Alice Munro  (Ontario, 1931)  ■ Debolsillo (2012) ■ 337 páginas ■ 40 soles


Qué bonito es casi todo

Cuentos. En «Ficción», el segundo relato del libro, vemos cómo era la vida de Joyce con Jon, cómo dejaron de lado un futuro prometedor por una vida sencilla y semi rural. Un día, sin embargo, sucede lo impensable: el silencioso Jon, el discreto Jon, decide cambiar a su esposa por su aprendiza, una mujer hombruna e inquietante. Finalmente, esta y su pequeña hija se instalan en la casa, y Joyce se marcha, a rehacer su vida. Unos veinte años después, en la fiesta de cumpleaños de su nuevo marido, Joyce conoce a una joven disforzada. Le resulta familiar. Se entera de que es escritora. Una tarde, Joyce pasa frente a una librería y ve a la chica en un cartel. Compra su libro. En la noche, echada en su cama, revisa la nota biográfica de la solapa. Se sorprende. De inmediato comienza a leer. ¿Será posible…?
Todos sabemos que la realidad y los sentimientos no son programáticos; que lo esperable o lo normal muchas veces son quimeras para la gente verdadera, inventos que simplifican –y aplanan– la comprensión de la vida y sus circunstancias. Nadie es solo bueno, nadie solo llora cuando está triste, etc. La literatura más fallida es aquella que no entiende esto. Alice Munro sí que lo comprende. Si existe la literatura light, la suya no es pesada (menos «heavy»), pero es exactamente lo opuesto.

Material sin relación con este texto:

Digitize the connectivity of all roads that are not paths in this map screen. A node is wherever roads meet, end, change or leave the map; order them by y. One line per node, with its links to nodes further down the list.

Demasiada felicidad es el último libro publicado hasta hoy por Munro, la escritora más importante y querida de Canadá, y, sin miedo a exagerar, una de las mejores cuentistas de siempre. Autora de colecciones inolvidables como Las lunas de Júpiter o El progreso del amor, Munro –en realidad y pese a tratarse de una octogenaria, aún una novedad en español– vuelve a mostrar sus buenas artes en este conjunto de relatos muy a la norteamericana: textos largos, de treinta páginas o así, donde más es lo que se muestra que lo que se dice. Más lo que se sugiere que lo que se evidencia. Cotidianeidad aparentemente inofensiva en gente aparentemente normal (como todo el mundo), anticlímax sostenido, empezar aquí y terminar quién sabe dónde, mientras por debajo del relato pasa un río tan subterráneo como caudaloso. Una vez más sorprenden su uso del tiempo, su maleabilidad en el discurso, su capacidad para detenerse en un gesto, un detalle en apariencia superfluo pero de gran poder simbólico; la presencia de diálogos, cosas y acciones que provocan extrañamiento, es decir, la sorpresa recobrada por lo invisible de tan visible.

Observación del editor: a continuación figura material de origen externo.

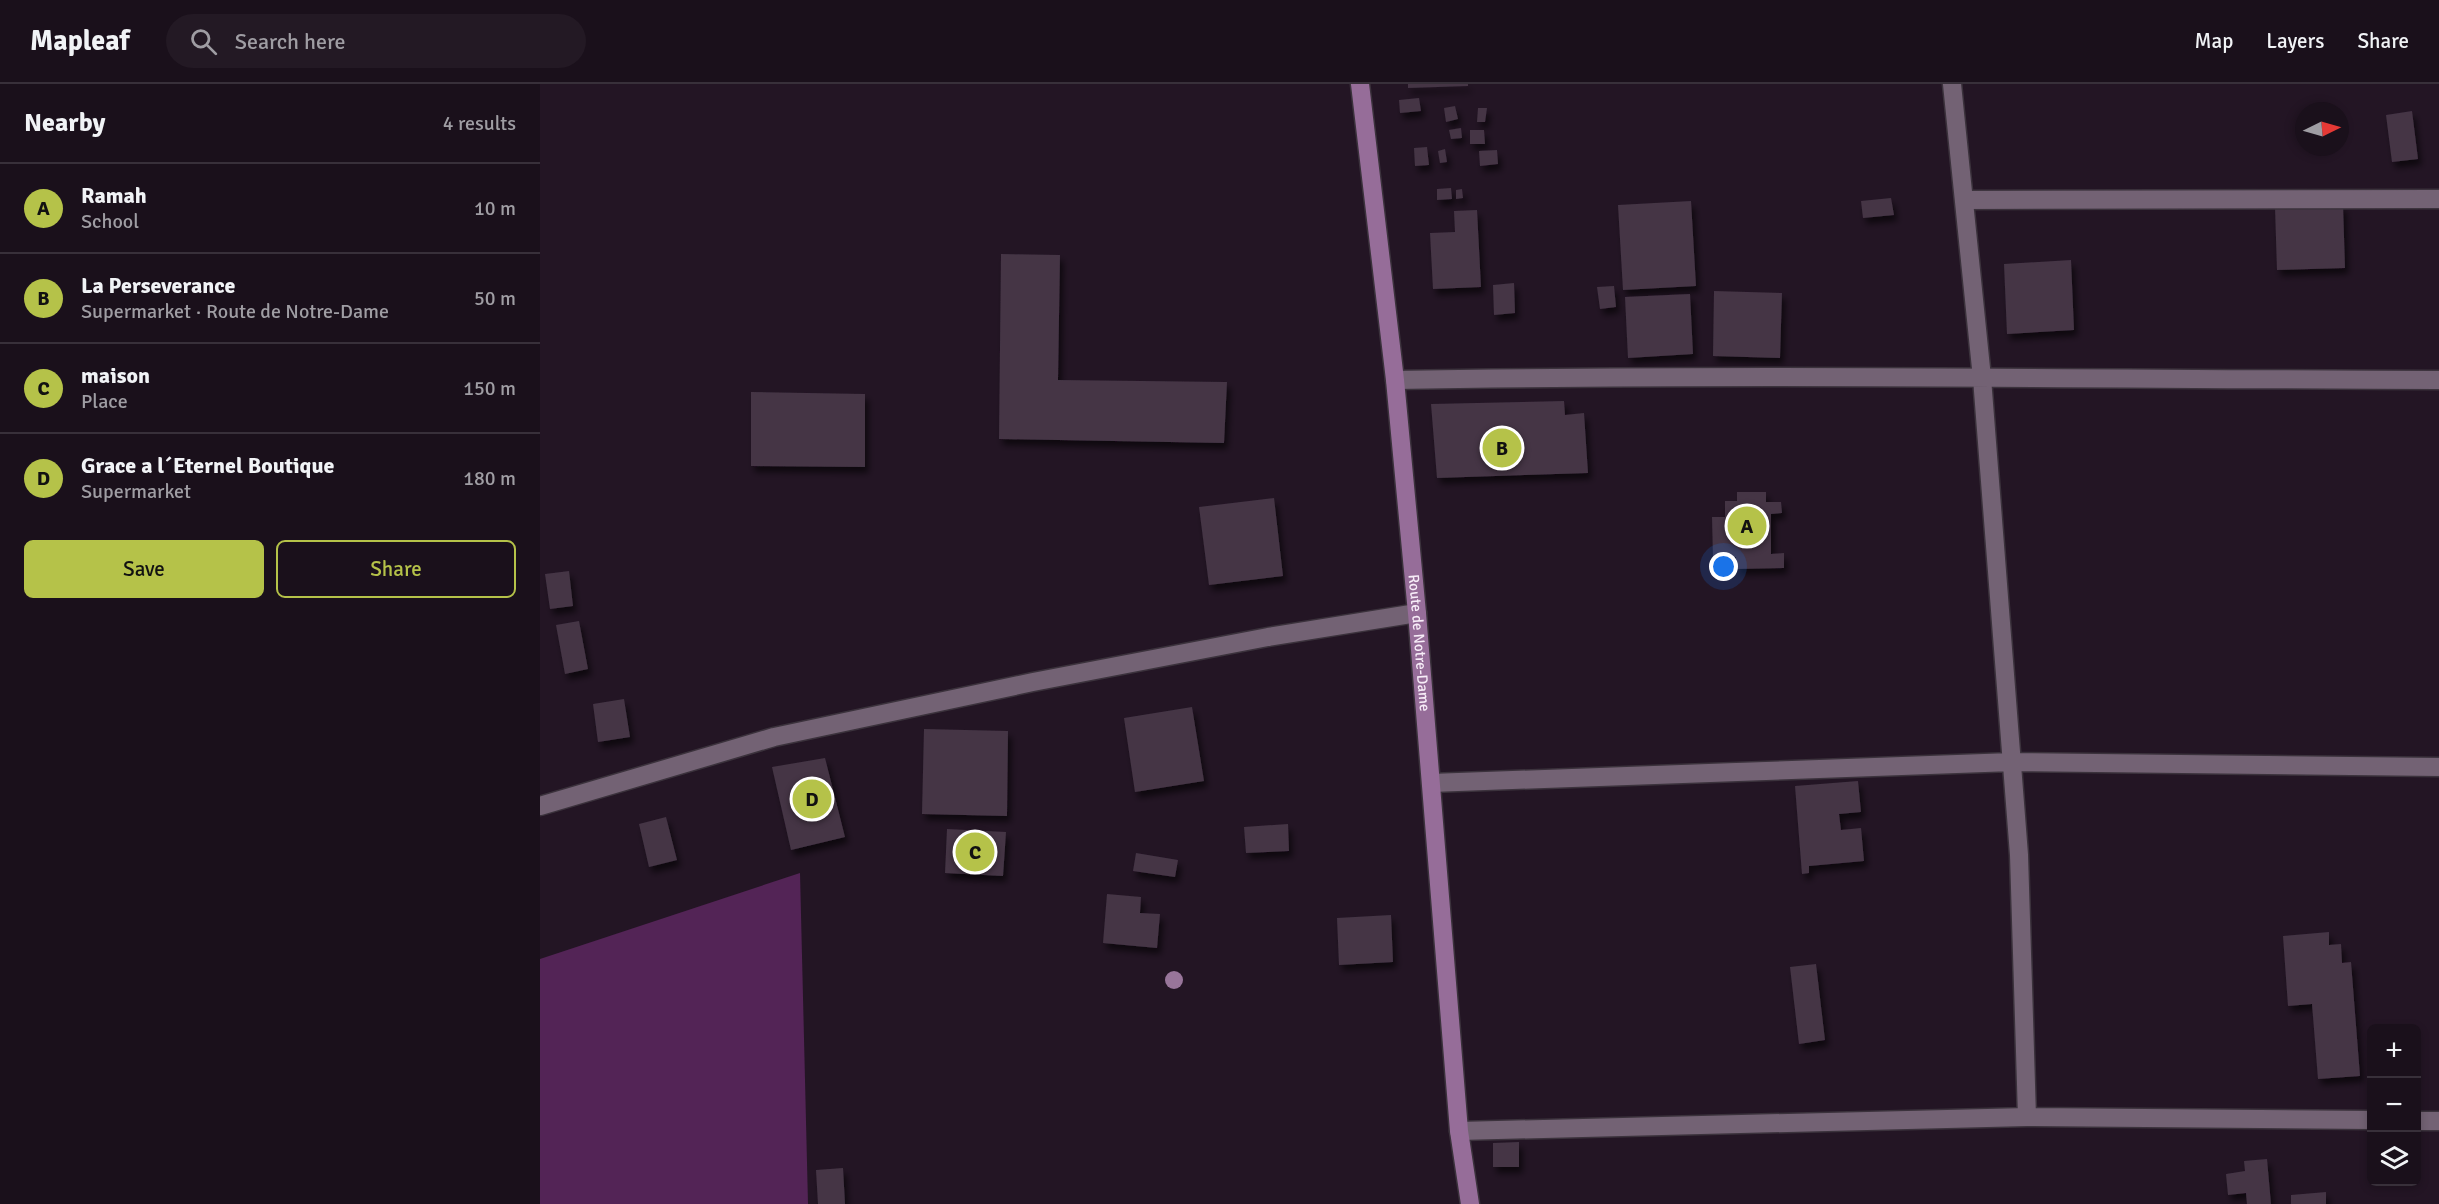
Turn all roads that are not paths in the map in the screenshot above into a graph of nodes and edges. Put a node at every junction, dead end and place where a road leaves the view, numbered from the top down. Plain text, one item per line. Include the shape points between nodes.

Es una sensación casi mágica cuando se leen pasajes de cualquier obra que parecen escritos para uno; cuando nos encontramos con una observación de la humanidad de los personajes tan precisa y sencilla que nos conmueve y nos deja pasmados, animándonos a releer. Aquí abundan.

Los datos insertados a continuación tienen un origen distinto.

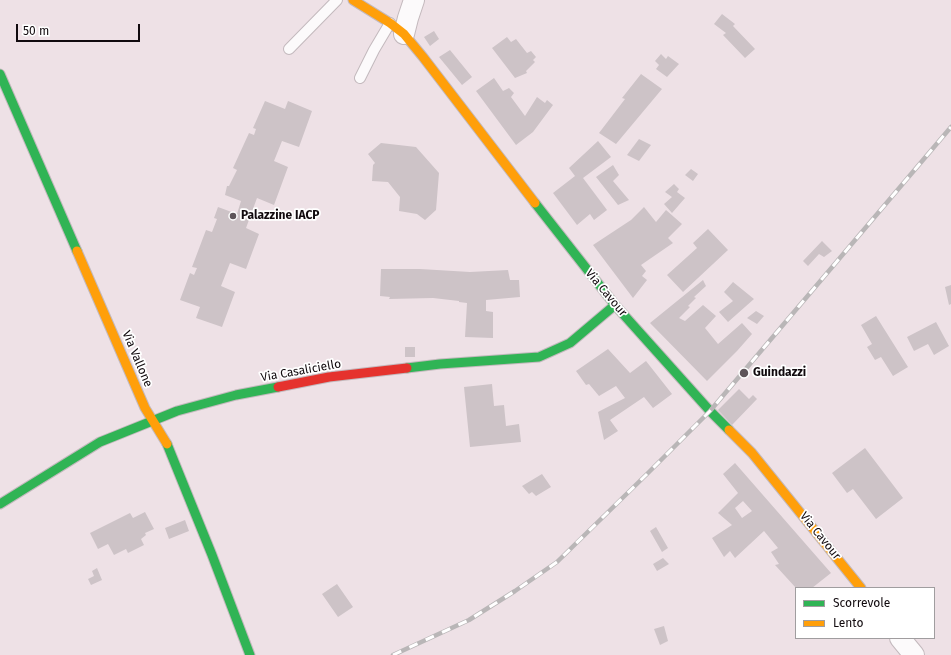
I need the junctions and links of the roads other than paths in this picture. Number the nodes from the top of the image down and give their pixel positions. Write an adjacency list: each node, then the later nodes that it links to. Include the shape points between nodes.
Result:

Compuesto por nueve cuentos más la nouvelle que le da nombre (la historia de Sofia Kovalevski, una matemática rusa que a mediados del siglo XIX cruzó Europa para poder ejercer la cátedra de matemáticas y, de paso, la vida), este libro, por si alguien no lo captó, es una joya. La intención de mi reseña es que la mayor cantidad posible de sus lectores lo compre y lo lea. Y si no conoce la obra de Alice Munro, aproveche para ingresar a ella y entregarse a su disfrute.